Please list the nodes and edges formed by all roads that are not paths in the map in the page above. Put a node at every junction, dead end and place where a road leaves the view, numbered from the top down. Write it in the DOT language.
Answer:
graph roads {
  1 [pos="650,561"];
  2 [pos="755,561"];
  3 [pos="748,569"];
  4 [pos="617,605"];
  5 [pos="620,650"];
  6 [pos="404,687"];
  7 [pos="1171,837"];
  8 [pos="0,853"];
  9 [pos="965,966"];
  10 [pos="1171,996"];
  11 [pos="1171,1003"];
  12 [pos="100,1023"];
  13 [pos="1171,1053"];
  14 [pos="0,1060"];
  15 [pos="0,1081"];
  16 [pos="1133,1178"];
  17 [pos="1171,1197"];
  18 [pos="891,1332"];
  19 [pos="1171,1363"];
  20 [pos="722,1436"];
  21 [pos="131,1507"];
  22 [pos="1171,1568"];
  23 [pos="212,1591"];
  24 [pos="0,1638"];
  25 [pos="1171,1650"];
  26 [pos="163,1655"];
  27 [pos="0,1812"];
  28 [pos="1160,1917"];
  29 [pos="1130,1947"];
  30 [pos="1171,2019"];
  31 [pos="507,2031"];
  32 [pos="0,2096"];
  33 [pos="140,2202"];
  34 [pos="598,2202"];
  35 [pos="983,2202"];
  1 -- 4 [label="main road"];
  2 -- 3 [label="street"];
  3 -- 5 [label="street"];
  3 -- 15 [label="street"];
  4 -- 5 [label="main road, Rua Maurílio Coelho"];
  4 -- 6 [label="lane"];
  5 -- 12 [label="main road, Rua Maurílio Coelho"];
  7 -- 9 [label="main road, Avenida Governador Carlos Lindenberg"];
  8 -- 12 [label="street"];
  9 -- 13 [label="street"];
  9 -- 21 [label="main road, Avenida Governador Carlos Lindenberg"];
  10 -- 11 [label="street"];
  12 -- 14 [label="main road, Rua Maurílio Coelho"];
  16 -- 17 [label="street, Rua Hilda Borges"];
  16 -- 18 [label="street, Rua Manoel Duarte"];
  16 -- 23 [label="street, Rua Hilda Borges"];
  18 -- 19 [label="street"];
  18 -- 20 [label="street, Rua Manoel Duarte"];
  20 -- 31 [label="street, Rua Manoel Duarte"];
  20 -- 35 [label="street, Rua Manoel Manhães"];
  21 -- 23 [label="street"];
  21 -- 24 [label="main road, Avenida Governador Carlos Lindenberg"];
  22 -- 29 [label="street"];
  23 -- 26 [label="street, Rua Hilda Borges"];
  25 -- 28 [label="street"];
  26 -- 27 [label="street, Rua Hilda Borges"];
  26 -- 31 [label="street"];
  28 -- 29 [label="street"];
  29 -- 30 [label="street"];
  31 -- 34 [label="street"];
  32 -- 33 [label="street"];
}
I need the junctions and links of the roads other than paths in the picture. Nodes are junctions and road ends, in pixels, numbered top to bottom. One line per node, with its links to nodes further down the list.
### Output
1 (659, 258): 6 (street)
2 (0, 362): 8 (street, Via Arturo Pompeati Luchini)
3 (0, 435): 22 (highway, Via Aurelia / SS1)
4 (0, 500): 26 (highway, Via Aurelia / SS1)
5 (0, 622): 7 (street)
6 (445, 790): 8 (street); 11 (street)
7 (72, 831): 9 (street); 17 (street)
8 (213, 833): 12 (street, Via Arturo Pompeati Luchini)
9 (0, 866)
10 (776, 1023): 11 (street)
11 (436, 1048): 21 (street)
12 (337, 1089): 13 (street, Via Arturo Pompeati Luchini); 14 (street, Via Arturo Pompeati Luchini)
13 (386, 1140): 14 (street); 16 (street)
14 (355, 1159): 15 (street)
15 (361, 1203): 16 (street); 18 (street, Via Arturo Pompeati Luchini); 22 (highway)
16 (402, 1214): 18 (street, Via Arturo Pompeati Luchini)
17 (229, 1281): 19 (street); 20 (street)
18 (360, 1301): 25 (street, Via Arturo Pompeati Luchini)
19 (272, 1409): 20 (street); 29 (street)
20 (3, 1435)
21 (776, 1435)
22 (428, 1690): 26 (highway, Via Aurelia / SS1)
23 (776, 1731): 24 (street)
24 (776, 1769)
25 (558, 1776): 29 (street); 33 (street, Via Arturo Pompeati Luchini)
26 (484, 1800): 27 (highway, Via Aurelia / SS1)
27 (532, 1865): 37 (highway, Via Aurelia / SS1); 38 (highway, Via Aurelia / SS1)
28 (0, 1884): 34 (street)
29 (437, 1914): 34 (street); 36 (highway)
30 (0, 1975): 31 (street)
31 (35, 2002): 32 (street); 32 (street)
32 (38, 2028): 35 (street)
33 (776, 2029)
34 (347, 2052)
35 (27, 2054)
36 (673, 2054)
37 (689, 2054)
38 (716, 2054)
=======
Copy out all the entries exactly once more.

__SOLVED EXERCISE__.
Please list the nodes and edges formed by all roads that are not paths in the map in the page above. Put a node at every junction, dead end and place where a road leaves the view, numbered from the top down. Write it in the DOT language.
Answer:
graph roads {
  1 [pos="650,561"];
  2 [pos="755,561"];
  3 [pos="748,569"];
  4 [pos="617,605"];
  5 [pos="620,650"];
  6 [pos="404,687"];
  7 [pos="1171,837"];
  8 [pos="0,853"];
  9 [pos="965,966"];
  10 [pos="1171,996"];
  11 [pos="1171,1003"];
  12 [pos="100,1023"];
  13 [pos="1171,1053"];
  14 [pos="0,1060"];
  15 [pos="0,1081"];
  16 [pos="1133,1178"];
  17 [pos="1171,1197"];
  18 [pos="891,1332"];
  19 [pos="1171,1363"];
  20 [pos="722,1436"];
  21 [pos="131,1507"];
  22 [pos="1171,1568"];
  23 [pos="212,1591"];
  24 [pos="0,1638"];
  25 [pos="1171,1650"];
  26 [pos="163,1655"];
  27 [pos="0,1812"];
  28 [pos="1160,1917"];
  29 [pos="1130,1947"];
  30 [pos="1171,2019"];
  31 [pos="507,2031"];
  32 [pos="0,2096"];
  33 [pos="140,2202"];
  34 [pos="598,2202"];
  35 [pos="983,2202"];
  1 -- 4 [label="main road"];
  2 -- 3 [label="street"];
  3 -- 5 [label="street"];
  3 -- 15 [label="street"];
  4 -- 5 [label="main road, Rua Maurílio Coelho"];
  4 -- 6 [label="lane"];
  5 -- 12 [label="main road, Rua Maurílio Coelho"];
  7 -- 9 [label="main road, Avenida Governador Carlos Lindenberg"];
  8 -- 12 [label="street"];
  9 -- 13 [label="street"];
  9 -- 21 [label="main road, Avenida Governador Carlos Lindenberg"];
  10 -- 11 [label="street"];
  12 -- 14 [label="main road, Rua Maurílio Coelho"];
  16 -- 17 [label="street, Rua Hilda Borges"];
  16 -- 18 [label="street, Rua Manoel Duarte"];
  16 -- 23 [label="street, Rua Hilda Borges"];
  18 -- 19 [label="street"];
  18 -- 20 [label="street, Rua Manoel Duarte"];
  20 -- 31 [label="street, Rua Manoel Duarte"];
  20 -- 35 [label="street, Rua Manoel Manhães"];
  21 -- 23 [label="street"];
  21 -- 24 [label="main road, Avenida Governador Carlos Lindenberg"];
  22 -- 29 [label="street"];
  23 -- 26 [label="street, Rua Hilda Borges"];
  25 -- 28 [label="street"];
  26 -- 27 [label="street, Rua Hilda Borges"];
  26 -- 31 [label="street"];
  28 -- 29 [label="street"];
  29 -- 30 [label="street"];
  31 -- 34 [label="street"];
  32 -- 33 [label="street"];
}
I need the junctions and links of the roads other than paths in the picture. Nodes are junctions and road ends, in pixels, numbered top to bottom. One line per node, with its links to nodes further down the list.
### Output
1 (659, 258): 6 (street)
2 (0, 362): 8 (street, Via Arturo Pompeati Luchini)
3 (0, 435): 22 (highway, Via Aurelia / SS1)
4 (0, 500): 26 (highway, Via Aurelia / SS1)
5 (0, 622): 7 (street)
6 (445, 790): 8 (street); 11 (street)
7 (72, 831): 9 (street); 17 (street)
8 (213, 833): 12 (street, Via Arturo Pompeati Luchini)
9 (0, 866)
10 (776, 1023): 11 (street)
11 (436, 1048): 21 (street)
12 (337, 1089): 13 (street, Via Arturo Pompeati Luchini); 14 (street, Via Arturo Pompeati Luchini)
13 (386, 1140): 14 (street); 16 (street)
14 (355, 1159): 15 (street)
15 (361, 1203): 16 (street); 18 (street, Via Arturo Pompeati Luchini); 22 (highway)
16 (402, 1214): 18 (street, Via Arturo Pompeati Luchini)
17 (229, 1281): 19 (street); 20 (street)
18 (360, 1301): 25 (street, Via Arturo Pompeati Luchini)
19 (272, 1409): 20 (street); 29 (street)
20 (3, 1435)
21 (776, 1435)
22 (428, 1690): 26 (highway, Via Aurelia / SS1)
23 (776, 1731): 24 (street)
24 (776, 1769)
25 (558, 1776): 29 (street); 33 (street, Via Arturo Pompeati Luchini)
26 (484, 1800): 27 (highway, Via Aurelia / SS1)
27 (532, 1865): 37 (highway, Via Aurelia / SS1); 38 (highway, Via Aurelia / SS1)
28 (0, 1884): 34 (street)
29 (437, 1914): 34 (street); 36 (highway)
30 (0, 1975): 31 (street)
31 (35, 2002): 32 (street); 32 (street)
32 (38, 2028): 35 (street)
33 (776, 2029)
34 (347, 2052)
35 (27, 2054)
36 (673, 2054)
37 (689, 2054)
38 (716, 2054)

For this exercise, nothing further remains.